Grazie alla lungimiranza di Klaus, che aveva nel bidone le sue specialità tirolesi, è iniziato un gioco al massacro che ci ha visto divorare lo squisito speck fatto in casa da Klaus medesimo (24 mesi di stagionatura!) accompagnato dai suoi salamini affumicati, dalla mocetta della val d'Ultimo e da altre delikatessen tirolesi. Il tutto servito con Ultner Brot, grissini al farro integrale con semi di sesamo e papavero, e poi Schuttel Brot secco all'anice con grana a volontà offerto dai nostri ospiti. Quello che doveva essere un semplice spuntino si è trasformato in una sontuosa cena di specialità tirolesi. Unica eccezione, un saporito brodo caldo preparatoci dal nostro cuoco Karim. Per buttar giù il tutto Klaus aveva uno speciale thè miscelato con erbe di montagna della Val d'Ultimo. Si sentiva solo la mancanza di un buon vino rosso, qualcosa da "pulesch", che potesse insomma sgrassare. Ma nessuno se ne è lamentato, dato il tempo e il luogo. Così, tra piani di vetta e reminescenze degli antenati Waltser di Michele e degli splendidi casali abbandonati sopra Alagna, si è conclusa una piacevole serata, quasi a compensazione di quelle ferree che ci attendono nell'immediato futuro. Devo aggiungere che non posso che sentirmi in debito verso Klaus per la sua "merenda tirolese" a cui ho immeritatamente attinto e, per contrappasso, gli ho promesso di ritrovarci presto in Emilia per un desinare a base di specialità e salumi emiliani. Questa riscoperta dell'Italia attraverso nuove amicizie in regioni diverse con annessi gastronomici rappresenta un prezioso spin-off, una fantastica ricaduta di una spedizione, che dal mio piccolo e limitato punto di vista appare oggi quasi più importante del raggiungimento della vetta. Si vede che sto invecchiando, non è vero?

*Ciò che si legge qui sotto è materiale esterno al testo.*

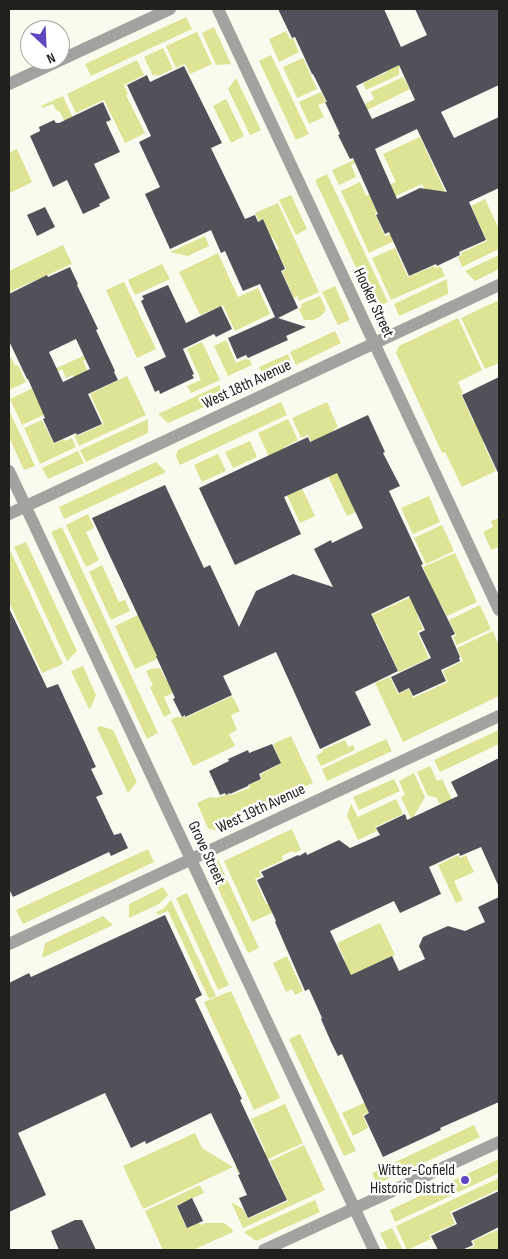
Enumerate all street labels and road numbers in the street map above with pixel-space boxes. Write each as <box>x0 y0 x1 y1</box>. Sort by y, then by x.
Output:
street label: Hooker Street <box>349 265 397 341</box>
street label: West 18th Avenue <box>200 356 294 414</box>
street label: West 19th Avenue <box>213 780 309 838</box>
street label: Grove Street <box>183 818 229 888</box>

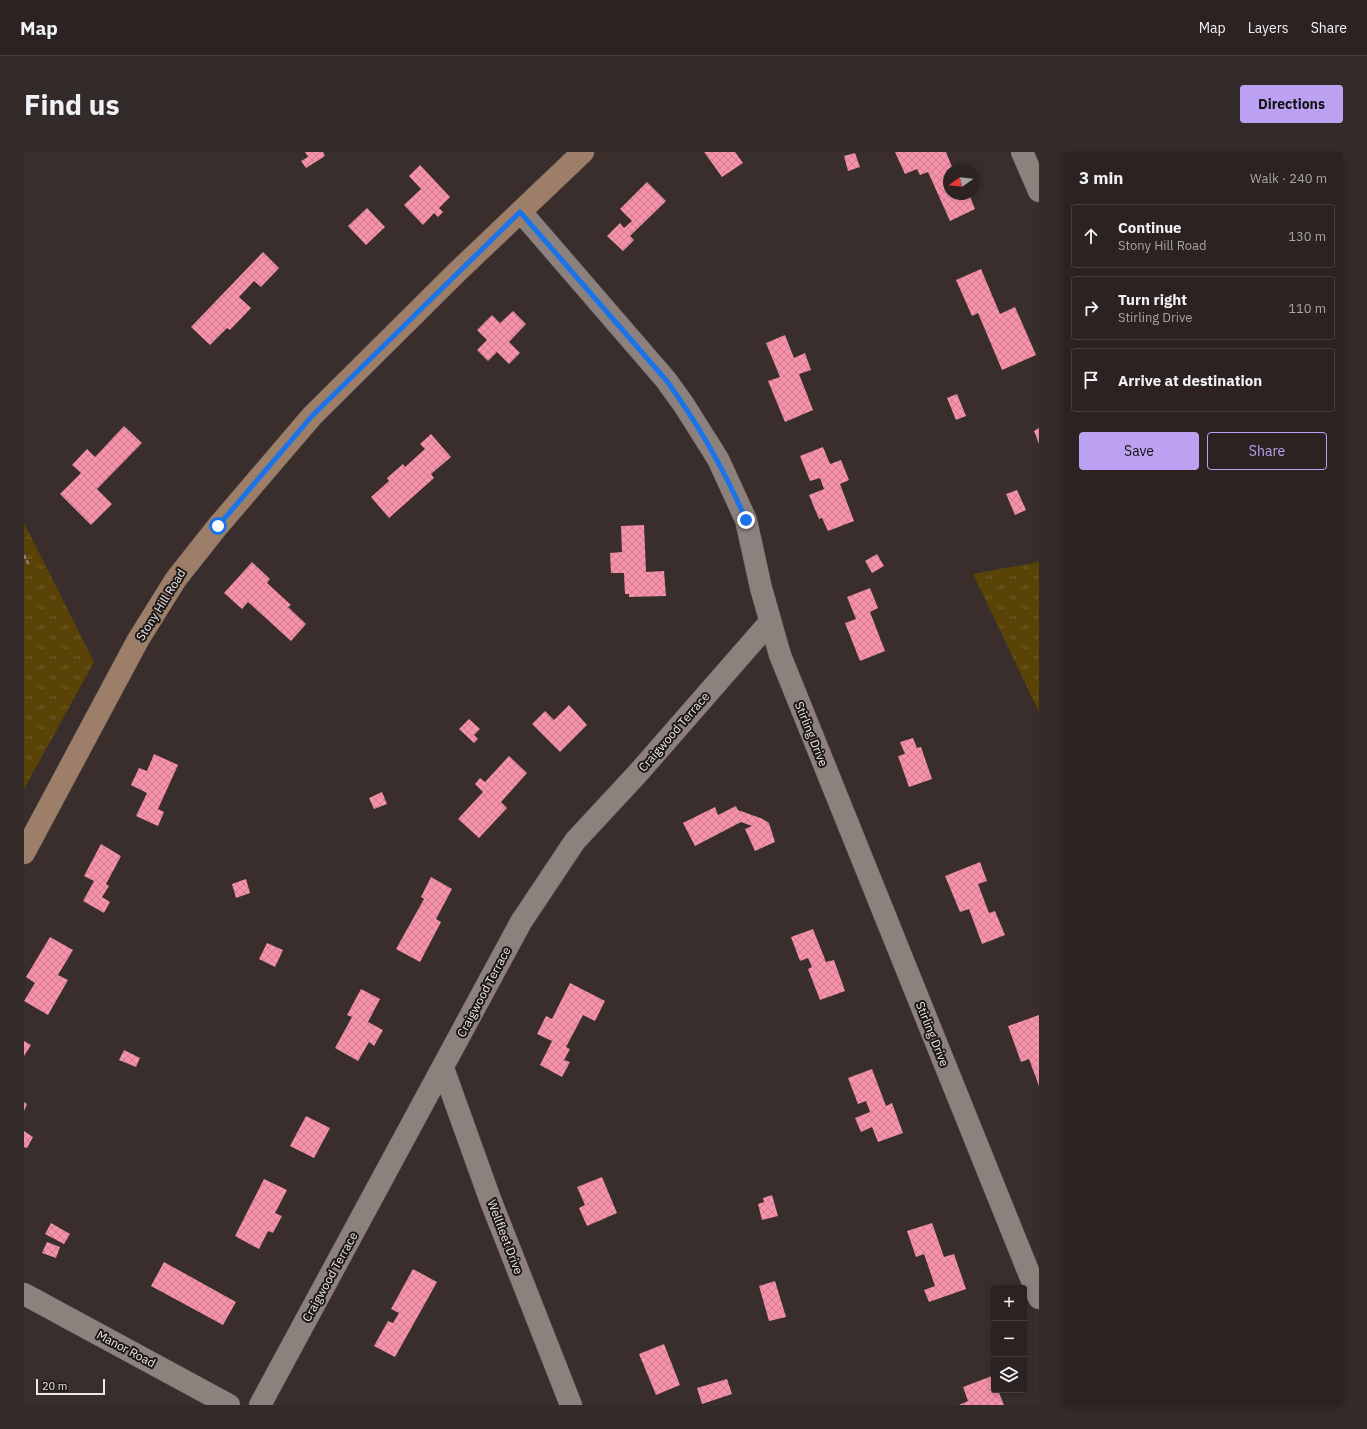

Ieri l'altro, per la prima volta, un gruppo di nove persone ha dormito al campo tre, a 7290 m. In parecchi siamo partiti dal campo base, il 14 luglio, direttamente verso il campo due, con l'intenzione di salire al tre l'indomani. Le condizioni meteo purtroppo non erano ideali e martedì mattina un vento con raffiche superiori ai 50 km/h sollevava al c2 turbini di neve che si attorcigliavano sulle rocce verticali della Piramide. Alcuni coraggiosi hanno iniziato ugualmente la salita al tre (i due greci Panos e Alex, gli italiani Simone e Michele, Tam e Klaus col finlandese Sami e due cecosolovacchi) raggiungendolo 4 ore e mezzo dopo in condizioni di forte vento. Altri, tra cui Ferran, Al e il sottoscritto, preferivano restare un'altra notte al c2, dato il peggioramento del meteo. In effetti durante la notte del 15 è nevicato, ma fortunatamente il vento è diminuito, dando modo a tutti quelli che erano saliti al tre di scendere tranquillamente ieri al base. Questa notte sono caduti 10 cm di neve e il vento è aumentato. Ora non resta che aspettare la prossima finestra di bel tempo (attesa non prima di qualche giorno). Se questa finestra sarà adeguata, la prossima salita potrebbe anche coincidere col primo "summit push" della stagione.